For the Brazilian population this moment of viral respiratory crisis may be new, for the world this may be new, but for us indigenous peoples it is not. We already know this story, because we have been victims of mass exterminations, epidemics and also viral crises. The flu, the measles or the contaminated food have represented mass exterminations for our peoples. Brazil and the world have not ended in its entirety, but this pandemic represents for us a real threat. Thinking collectively about fighting the pandemic may be a novelty for the world, but for us it is not. For us it has represented a challenge because by living collectively, we are suddenly restricted to our practices of living together collectively, of sharing objects and utensils, as well as the food that is passed from hand to hand. 

We indigenous peoples are not part of the statistics either. When we talk about mortality rates, murders, or infant mortality, people say: 'it's becoming statistics. Most of the time, indigenous deaths don't even enter the statistics because of the lack of visibility of our territories. Last year in Minas Gerais, four children died from diarrhea deaths. In this sense, it is unimaginable to think that there are also many children who die from malnutrition. Pregnancy is not a disease, but many indigenous women have complications in childbirth, some lose the baby, others have complications as a result of the devaluation of the midwives' work. On some occasions, due to irresponsibilities that happen in the hospitals themselves, there are cases of indigenous women who have been compromised in the womb because the care staff left remains of the birth process in the women's bodies. 

In the first march of the indigenous women, organized last year, instead of a single working group to discuss the strengthening of SESAI, we indigenous women met and held a manifesto within SESAI in Brasilia. We believe that if it is not the right that guarantees the struggle, it is with much struggle that we will guarantee the right. Although we are five percent of humanity, we defend around eighty-two percent of the world's biodiversity. If people do not understand the importance of caring for indigenous peoples now, those who survive this crisis will have to face a second viral war of breath due to climate change. We had already conquered a great importance in this struggle, but if people do not take care of our peoples, they will have to face climate change by losing the world's largest oxygen balloon, which is us, indigenous peoples, who protect the planet's biodiversity. There have been action measures, such as fundraising, launched by the Internet due to the lack of support measures aimed at our peoples. 

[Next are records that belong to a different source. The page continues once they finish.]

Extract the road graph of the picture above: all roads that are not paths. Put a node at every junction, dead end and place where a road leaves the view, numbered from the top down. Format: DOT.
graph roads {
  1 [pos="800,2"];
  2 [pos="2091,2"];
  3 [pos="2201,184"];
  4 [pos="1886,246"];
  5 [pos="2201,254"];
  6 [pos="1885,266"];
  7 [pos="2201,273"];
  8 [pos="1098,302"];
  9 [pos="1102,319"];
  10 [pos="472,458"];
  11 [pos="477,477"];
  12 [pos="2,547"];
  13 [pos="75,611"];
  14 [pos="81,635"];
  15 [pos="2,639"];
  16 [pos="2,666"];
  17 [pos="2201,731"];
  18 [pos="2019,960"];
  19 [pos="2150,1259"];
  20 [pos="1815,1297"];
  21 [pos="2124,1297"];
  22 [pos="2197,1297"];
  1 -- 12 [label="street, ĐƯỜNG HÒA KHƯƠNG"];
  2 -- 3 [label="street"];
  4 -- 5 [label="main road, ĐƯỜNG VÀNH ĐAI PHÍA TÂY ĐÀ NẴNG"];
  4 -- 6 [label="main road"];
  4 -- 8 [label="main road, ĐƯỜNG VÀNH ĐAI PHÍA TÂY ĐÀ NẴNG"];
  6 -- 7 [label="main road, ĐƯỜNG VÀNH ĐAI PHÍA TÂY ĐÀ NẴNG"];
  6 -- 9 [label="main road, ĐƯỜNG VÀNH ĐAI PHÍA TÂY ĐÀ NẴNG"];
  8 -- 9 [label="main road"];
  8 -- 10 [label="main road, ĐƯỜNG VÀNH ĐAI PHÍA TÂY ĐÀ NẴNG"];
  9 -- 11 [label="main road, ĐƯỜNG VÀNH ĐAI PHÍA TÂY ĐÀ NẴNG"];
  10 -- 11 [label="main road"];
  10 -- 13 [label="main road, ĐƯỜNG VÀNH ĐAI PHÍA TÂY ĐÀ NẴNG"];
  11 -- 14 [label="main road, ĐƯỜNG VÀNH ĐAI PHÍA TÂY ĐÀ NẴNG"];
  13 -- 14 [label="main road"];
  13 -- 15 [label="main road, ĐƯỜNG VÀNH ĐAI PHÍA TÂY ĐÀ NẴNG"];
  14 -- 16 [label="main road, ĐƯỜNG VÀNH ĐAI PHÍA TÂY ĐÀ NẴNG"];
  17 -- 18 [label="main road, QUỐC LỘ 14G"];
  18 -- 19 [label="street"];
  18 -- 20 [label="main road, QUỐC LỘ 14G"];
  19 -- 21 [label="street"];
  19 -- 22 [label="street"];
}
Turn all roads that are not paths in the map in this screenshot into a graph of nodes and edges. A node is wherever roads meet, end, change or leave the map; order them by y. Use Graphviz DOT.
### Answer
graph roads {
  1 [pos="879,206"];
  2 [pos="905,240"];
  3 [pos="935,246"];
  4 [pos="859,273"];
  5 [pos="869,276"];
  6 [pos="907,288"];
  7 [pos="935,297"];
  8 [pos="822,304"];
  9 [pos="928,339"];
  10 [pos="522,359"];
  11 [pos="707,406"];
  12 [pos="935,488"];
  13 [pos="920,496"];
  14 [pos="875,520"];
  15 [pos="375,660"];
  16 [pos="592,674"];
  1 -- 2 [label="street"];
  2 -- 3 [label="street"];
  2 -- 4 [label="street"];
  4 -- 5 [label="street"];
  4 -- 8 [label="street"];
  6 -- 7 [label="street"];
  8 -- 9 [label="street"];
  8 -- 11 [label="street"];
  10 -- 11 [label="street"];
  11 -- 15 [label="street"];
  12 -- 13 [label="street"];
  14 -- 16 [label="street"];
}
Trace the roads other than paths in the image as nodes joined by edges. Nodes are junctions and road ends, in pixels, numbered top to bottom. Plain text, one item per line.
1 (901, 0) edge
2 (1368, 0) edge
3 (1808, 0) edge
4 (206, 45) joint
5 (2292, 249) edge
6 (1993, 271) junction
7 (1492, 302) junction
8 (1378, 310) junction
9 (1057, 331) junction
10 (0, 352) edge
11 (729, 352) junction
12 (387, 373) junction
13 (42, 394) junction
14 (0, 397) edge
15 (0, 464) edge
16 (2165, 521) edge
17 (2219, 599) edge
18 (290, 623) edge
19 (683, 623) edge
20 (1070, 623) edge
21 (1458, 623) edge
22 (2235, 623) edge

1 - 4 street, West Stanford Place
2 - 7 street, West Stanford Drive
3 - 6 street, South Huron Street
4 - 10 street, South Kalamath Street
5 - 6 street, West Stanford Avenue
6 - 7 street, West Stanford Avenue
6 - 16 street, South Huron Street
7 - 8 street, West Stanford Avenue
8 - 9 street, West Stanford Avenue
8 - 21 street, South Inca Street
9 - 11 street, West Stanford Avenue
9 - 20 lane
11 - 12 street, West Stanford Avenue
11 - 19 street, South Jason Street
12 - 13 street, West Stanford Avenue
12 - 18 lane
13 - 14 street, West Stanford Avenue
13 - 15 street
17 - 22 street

At this moment we are making an effort not necessarily against time, but for the resumption of time, because the world has not stopped to have time. Time has stopped with the world and healing is not only located in science and laboratory research, but also in the activation of our principles of life.  Many people wonder how they are going to do it now with their work, school calendar and how they are going to face so many things they have lost, but it is important to understand that we are in a moment of retaking values. Maybe 2021 will be a year in which we begin to reinvent what was not experienced in 2020. If people go through all this without understanding this reflection about a radical change in our ways of life, then they will not be able to understand what is happening. More than staying at home, in the village or in the territory, the reflection is in staying in our first home, which is our body, so that we can reflect on the behavior of our being in the world. 

 

It is important to look at the indigenous territories in confronting the pandemic, because we do not have structures of laboratories, tests, materials or food to combat this virus. It is not only the pandemic that kills, because hunger, absence of the state, colonization, and agribusiness also kill, and we have no way of saying, at this moment, which of these violence is causing the deaths in our territories. We only know that these violent weapons kill at different speeds.